Orbene si tali elementi, dei quali oramai non più si discute, sono coperti dal giudicato cautelare perchè resi manifesti nella ordinanza impositiva della misura e convalidati dal Tribunale del riesame.

La circostanza che B.F.P. avesse usato in alcune circostanze la sua carta di identità non è circostanza tale da modificare quanto già acquisito. Intanto, come suggerisce il giudice di rinvio, l’uso del documento da parte del B. non esclude affatto che lo stesso documento possa essere stato utilizzato da I.O., potendo essere sufficiente cambiare fotografia sul documento stesso, cosa agevole per abili falsari.

Ma vi è di più, come messo in evidenza dal giudice di rinvio, perchè risulta che il ricorrente abbia richiesto ed ottenuto due duplicati della carta di identità in discussione, in un caso, a quanto pare, addirittura prima della denuncia di smarrimento.

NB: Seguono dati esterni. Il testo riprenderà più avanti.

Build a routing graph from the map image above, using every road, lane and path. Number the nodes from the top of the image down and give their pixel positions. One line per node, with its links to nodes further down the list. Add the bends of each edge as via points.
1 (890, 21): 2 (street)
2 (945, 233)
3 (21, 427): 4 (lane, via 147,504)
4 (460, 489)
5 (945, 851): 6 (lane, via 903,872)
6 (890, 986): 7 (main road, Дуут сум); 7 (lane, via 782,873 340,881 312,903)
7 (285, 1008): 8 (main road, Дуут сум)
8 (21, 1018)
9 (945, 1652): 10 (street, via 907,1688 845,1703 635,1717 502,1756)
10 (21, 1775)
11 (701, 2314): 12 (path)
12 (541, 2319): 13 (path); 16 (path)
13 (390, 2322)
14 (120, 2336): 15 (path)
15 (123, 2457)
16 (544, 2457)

Ma anche a volere ammettere che almeno uno dei documenti sia stato rilasciato dopo la denuncia di smarrimento o contemporaneamente alla presentazione della denuncia, come sembra sostenere il ricorrente, senza, quindi, che fossero stati esperiti accertamenti sulla veridicità della denuncia stessa, non vi è alcun elemento che autorizzi a ritenere veritiera la denuncia stessa. Quindi è ben possibile che il B. utilizzasse l’originale della carta di identità e lo I., contemporaneamente, il duplicato del documento debitamente falsificato.

Insomma ed in conclusione, come è stato correttamente e del tutto ragionevolmente ritenuto dal Tribunale del riesame, il presunto fatto nuovo costituito dall’uso, in alcune occasioni, della sua carta di identità da parte del titolare B.F.P. non mette assolutamente in discussione gli altri elementi indiziari esistenti a suo carico, sui quali si è formato giudicato cautelare, perchè non esclude affatto l’uso da parte di I.O. dello stesso documento, dopo la sostituzione della fotografia, o di un duplicato dello stesso opportunamente falsificato.

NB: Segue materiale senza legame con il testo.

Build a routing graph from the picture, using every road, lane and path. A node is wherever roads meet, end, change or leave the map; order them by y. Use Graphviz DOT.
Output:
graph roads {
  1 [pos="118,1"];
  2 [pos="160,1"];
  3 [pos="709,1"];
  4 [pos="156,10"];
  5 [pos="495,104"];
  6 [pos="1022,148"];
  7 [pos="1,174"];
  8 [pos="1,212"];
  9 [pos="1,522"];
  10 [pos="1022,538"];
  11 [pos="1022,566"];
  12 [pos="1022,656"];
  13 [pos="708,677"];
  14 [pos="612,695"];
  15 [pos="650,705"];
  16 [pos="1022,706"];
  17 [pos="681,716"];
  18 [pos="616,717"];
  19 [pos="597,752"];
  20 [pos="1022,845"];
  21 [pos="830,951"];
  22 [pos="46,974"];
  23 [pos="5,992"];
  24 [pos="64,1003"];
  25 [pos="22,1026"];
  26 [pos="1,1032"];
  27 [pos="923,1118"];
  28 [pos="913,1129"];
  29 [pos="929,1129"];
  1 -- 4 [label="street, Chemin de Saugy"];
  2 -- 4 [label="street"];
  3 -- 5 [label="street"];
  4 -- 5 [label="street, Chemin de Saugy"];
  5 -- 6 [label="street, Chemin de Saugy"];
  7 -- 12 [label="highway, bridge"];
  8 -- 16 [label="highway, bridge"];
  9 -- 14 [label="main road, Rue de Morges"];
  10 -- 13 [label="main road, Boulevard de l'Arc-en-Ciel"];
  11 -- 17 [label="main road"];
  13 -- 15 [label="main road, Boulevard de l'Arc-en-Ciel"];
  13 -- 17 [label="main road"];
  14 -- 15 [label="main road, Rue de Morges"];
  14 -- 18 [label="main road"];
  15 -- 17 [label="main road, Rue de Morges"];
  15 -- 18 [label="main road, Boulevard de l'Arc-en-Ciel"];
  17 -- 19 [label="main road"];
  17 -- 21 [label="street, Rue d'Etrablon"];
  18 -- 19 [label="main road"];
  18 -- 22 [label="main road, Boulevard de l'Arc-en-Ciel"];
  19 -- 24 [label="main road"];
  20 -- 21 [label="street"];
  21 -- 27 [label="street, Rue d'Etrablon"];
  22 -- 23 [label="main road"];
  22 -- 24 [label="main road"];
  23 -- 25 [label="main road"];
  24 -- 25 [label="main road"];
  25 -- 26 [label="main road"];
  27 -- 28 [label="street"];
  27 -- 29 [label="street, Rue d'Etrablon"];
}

Per le ragioni indicate il ricorso deve essere rigettato ed il ricorrente condannato a pagare le spese del procedimento.

La Cancelleria è tenuta agli adempimenti di cui all’art. 94 disp. att. c.p.p..

P.Q.M.

La Corte rigetta il ricorso e condanna il ricorrente a pagare le spese del procedimento;

Manda alla Cancelleria per gli adempimenti previsti dall’art. 94 disp. att. c.p.p..

Testo non ufficiale. La sola stampa del bollettino ufficiale ha carattere legale.